Au XIX° siècle, une polémique éclata, lorsqu'un Lyonnais affirma que la belle fille de Young ne s'appelait pas Narcissa, mais Elisabeth, qu'elle était décédée à Lyon et avait été enterrée dans le cimetière Suisse de l'Hôtel Dieu de cette ville. Il ajouta que les ossements découverts provenaient des salles de dissection de la faculté de médecine, toute proche et que les Montpelliérains avaient inventé cette histoire pour vendre des "reliques" aux voyageurs anglo-saxons.

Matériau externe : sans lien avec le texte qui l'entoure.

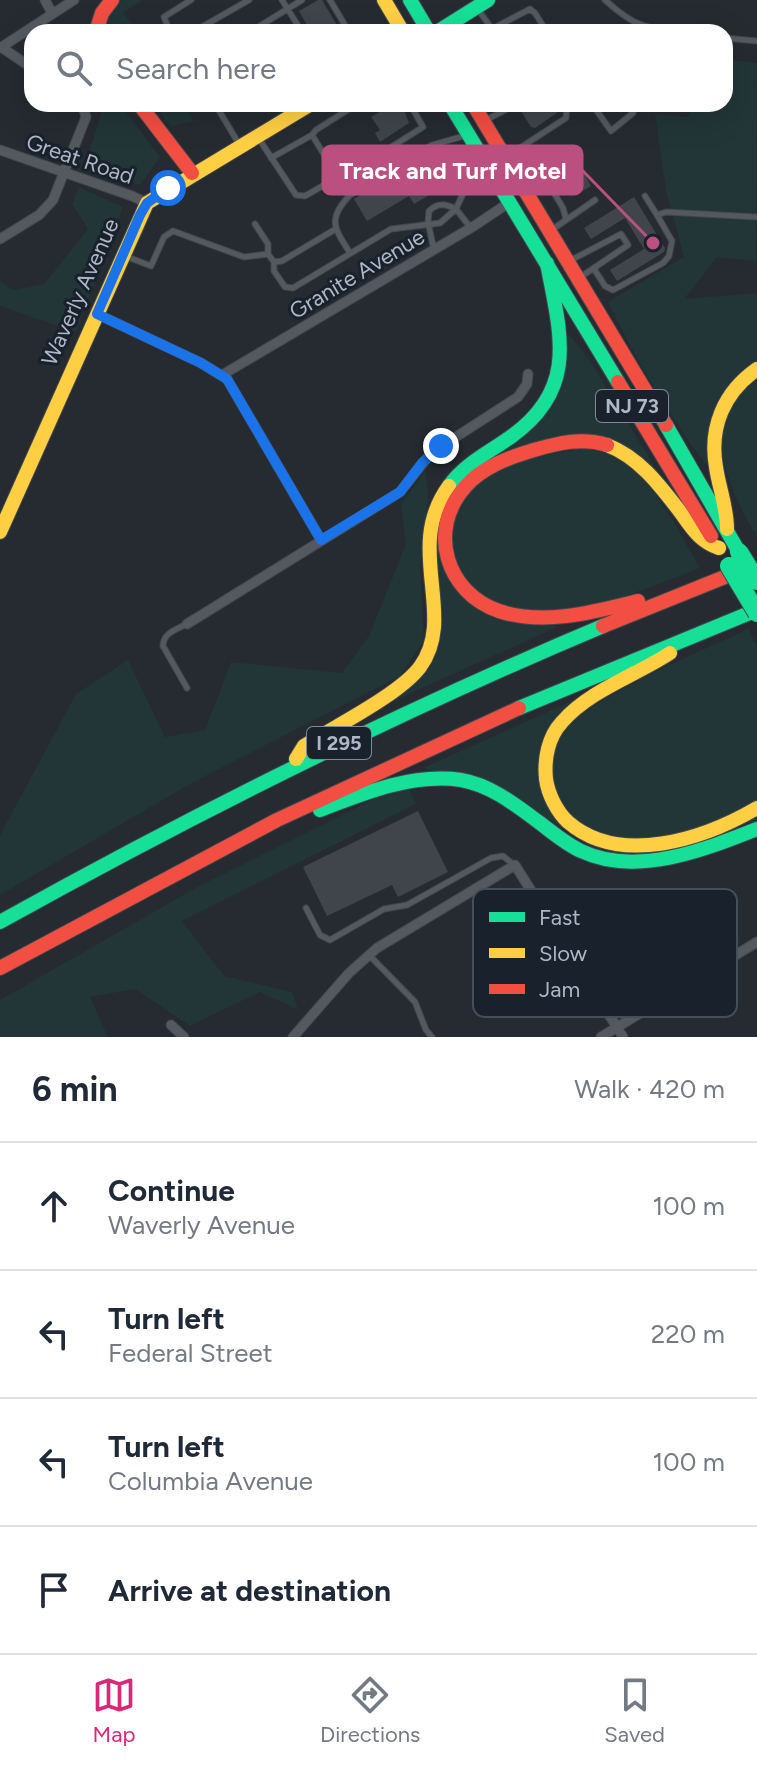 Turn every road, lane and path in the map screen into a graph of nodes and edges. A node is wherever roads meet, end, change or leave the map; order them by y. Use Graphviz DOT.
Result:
graph roads {
  1 [pos="45,0"];
  2 [pos="74,0"];
  3 [pos="112,0"];
  4 [pos="191,0"];
  5 [pos="249,0"];
  6 [pos="282,0"];
  7 [pos="302,0"];
  8 [pos="330,0"];
  9 [pos="384,0"];
  10 [pos="410,0"];
  11 [pos="605,0"];
  12 [pos="482,4"];
  13 [pos="288,9"];
  14 [pos="52,13"];
  15 [pos="36,24"];
  16 [pos="99,24"];
  17 [pos="167,24"];
  18 [pos="207,24"];
  19 [pos="263,24"];
  20 [pos="297,24"];
  21 [pos="344,24"];
  22 [pos="398,24"];
  23 [pos="424,24"];
  24 [pos="450,24"];
  25 [pos="487,24"];
  26 [pos="501,24"];
  27 [pos="542,24"];
  28 [pos="637,24"];
  29 [pos="24,32"];
  30 [pos="733,39"];
  31 [pos="757,41"];
  32 [pos="0,48"];
  33 [pos="24,63"];
  34 [pos="84,112"];
  35 [pos="145,112"];
  36 [pos="220,112"];
  37 [pos="298,112"];
  38 [pos="344,112"];
  39 [pos="415,112"];
  40 [pos="459,112"];
  41 [pos="474,112"];
  42 [pos="503,112"];
  43 [pos="566,112"];
  44 [pos="598,112"];
  45 [pos="633,112"];
  46 [pos="476,128"];
  47 [pos="312,135"];
  48 [pos="257,136"];
  49 [pos="240,145"];
  50 [pos="0,150"];
  51 [pos="481,154"];
  52 [pos="271,158"];
  53 [pos="505,158"];
  54 [pos="66,172"];
  55 [pos="192,173"];
  56 [pos="338,177"];
  57 [pos="518,181"];
  58 [pos="645,196"];
  59 [pos="595,200"];
  60 [pos="510,202"];
  61 [pos="147,203"];
  62 [pos="456,209"];
  63 [pos="657,215"];
  64 [pos="757,217"];
  65 [pos="566,219"];
  66 [pos="255,224"];
  67 [pos="428,225"];
  68 [pos="471,228"];
  69 [pos="334,230"];
  70 [pos="550,232"];
  71 [pos="0,239"];
  72 [pos="434,250"];
  73 [pos="350,253"];
  74 [pos="268,254"];
  75 [pos="123,255"];
  76 [pos="274,262"];
  77 [pos="547,263"];
  78 [pos="580,270"];
  79 [pos="97,314"];
  80 [pos="757,369"];
  81 [pos="528,374"];
  82 [pos="222,375"];
  83 [pos="0,532"];
  84 [pos="321,540"];
  85 [pos="723,540"];
  86 [pos="734,559"];
  87 [pos="757,564"];
  88 [pos="757,581"];
  89 [pos="691,589"];
  90 [pos="757,611"];
  91 [pos="187,624"];
  92 [pos="699,632"];
  93 [pos="187,688"];
  94 [pos="291,767"];
  95 [pos="757,808"];
  96 [pos="757,829"];
  97 [pos="224,846"];
  98 [pos="515,865"];
  99 [pos="474,889"];
  100 [pos="530,889"];
  101 [pos="473,890"];
  102 [pos="306,908"];
  103 [pos="0,922"];
  104 [pos="757,942"];
  105 [pos="737,954"];
  106 [pos="369,955"];
  107 [pos="0,968"];
  108 [pos="610,1017"];
  109 [pos="633,1017"];
  110 [pos="171,1025"];
  111 [pos="616,1027"];
  112 [pos="184,1037"];
  113 [pos="293,1037"];
  114 [pos="432,1037"];
  115 [pos="601,1037"];
  116 [pos="623,1037"];
  1 -- 14 [label="street"];
  2 -- 14 [label="street"];
  3 -- 16 [label="main road"];
  4 -- 17 [label="lane"];
  5 -- 18 [label="lane"];
  6 -- 13 [label="lane"];
  7 -- 13 [label="lane"];
  8 -- 21 [label="lane"];
  9 -- 22 [label="main road"];
  10 -- 23 [label="main road"];
  11 -- 28 [label="lane"];
  12 -- 24 [label="main road"];
  12 -- 25 [label="lane"];
  13 -- 19 [label="lane"];
  13 -- 20 [label="lane"];
  14 -- 15 [label="street"];
  26 -- 27 [label="lane"];
  29 -- 32 [label="street"];
  30 -- 31 [label="lane"];
  32 -- 33 [label="street"];
  34 -- 54 [label="street"];
  35 -- 55 [label="main road"];
  36 -- 49 [label="lane"];
  37 -- 48 [label="main road, Waverly Avenue"];
  38 -- 47 [label="lane"];
  39 -- 56 [label="lane"];
  40 -- 46 [label="main road, NJ 73"];
  41 -- 46 [label="main road, NJ 73"];
  42 -- 46 [label="lane"];
  43 -- 53 [label="lane"];
  44 -- 45 [label="lane"];
  46 -- 51 [label="main road, NJ 73"];
  46 -- 53 [label="main road, NJ 73"];
  46 -- 69 [label="lane"];
  47 -- 52 [label="lane"];
  47 -- 56 [label="lane"];
  48 -- 49 [label="main road, Waverly Avenue"];
  48 -- 52 [label="lane"];
  49 -- 55 [label="main road, Waverly Avenue"];
  50 -- 54 [label="street, Great Road"];
  51 -- 60 [label="main road, NJ 73"];
  51 -- 62 [label="lane"];
  52 -- 56 [label="lane"];
  53 -- 57 [label="main road, NJ 73"];
  54 -- 61 [label="street, Great Road"];
  54 -- 71 [label="street"];
  55 -- 61 [label="main road, Waverly Avenue"];
  57 -- 65 [label="lane"];
  57 -- 70 [label="main road, NJ 73"];
  58 -- 63 [label="lane"];
  59 -- 65 [label="lane"];
  60 -- 68 [label="street, Granite Avenue"];
  60 -- 77 [label="main road, NJ 73"];
  61 -- 75 [label="main road, Waverly Avenue"];
  62 -- 67 [label="lane"];
  62 -- 67 [label="lane"];
  62 -- 68 [label="lane"];
  63 -- 64 [label="lane"];
  63 -- 78 [label="lane"];
  65 -- 70 [label="lane"];
  66 -- 74 [label="lane"];
  67 -- 72 [label="lane"];
  67 -- 73 [label="lane"];
  68 -- 72 [label="street, Granite Avenue"];
  69 -- 73 [label="lane"];
  69 -- 76 [label="lane"];
  70 -- 78 [label="main road, NJ 73"];
  72 -- 82 [label="street, Granite Avenue"];
  73 -- 76 [label="lane"];
  74 -- 75 [label="lane"];
  74 -- 76 [label="lane"];
  75 -- 79 [label="main road, Waverly Avenue"];
  77 -- 85 [label="main road, NJ 73"];
  77 -- 94 [label="main road"];
  78 -- 78 [label="lane"];
  78 -- 85 [label="main road, NJ 73"];
  79 -- 82 [label="street"];
  79 -- 83 [label="main road, Waverly Avenue"];
  80 -- 85 [label="main road"];
  81 -- 84 [label="street"];
  82 -- 84 [label="street"];
  84 -- 91 [label="street"];
  85 -- 86 [label="main road, NJ 73"];
  85 -- 89 [label="main road"];
  86 -- 88 [label="main road, NJ 73, bridge"];
  86 -- 90 [label="main road, NJ 73, bridge"];
  87 -- 89 [label="main road, I 295"];
  89 -- 94 [label="main road, I 295"];
  90 -- 92 [label="main road, I 295"];
  91 -- 93 [label="lane"];
  92 -- 95 [label="main road"];
  92 -- 97 [label="main road, I 295"];
  94 -- 103 [label="main road, I 295"];
  96 -- 97 [label="main road"];
  97 -- 107 [label="main road, I 295"];
  98 -- 99 [label="street"];
  98 -- 100 [label="street"];
  98 -- 102 [label="lane"];
  101 -- 106 [label="street"];
  104 -- 105 [label="street"];
  106 -- 113 [label="street"];
  106 -- 114 [label="lane"];
  108 -- 111 [label="street"];
  109 -- 111 [label="street"];
  110 -- 112 [label="street"];
  111 -- 115 [label="street"];
  111 -- 116 [label="street"];
}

Les plaques apposées sur le mur portent les inscriptions suivantes :
"J'ai furtivement dérobé un tombeau pour ma fille. Mes mains l'y ont placée à la hâte au milieu de la nuit enveloppée de ténèbres" Edward Young
"Je me souviens qu'avec Ambroise (1) un soir, comme au jardins d'Academos, nous nous assîmes sur une tombe ancienne qui est toute entourée de cyprès et nous causions lentement en mâchant des pétales de roses" André Gide
(1) Il s'agit de Paul, Ambroise, Valéry, poête Sétois.
L'inscription en latin "Placandis Narcisse manibus" signifie "Pour apaiser les mânes de Narcisse".
Elle fut apposée en 1818 à la demande du Pr Prunelle, médecin protestant ayant fait ses études à Montpellier.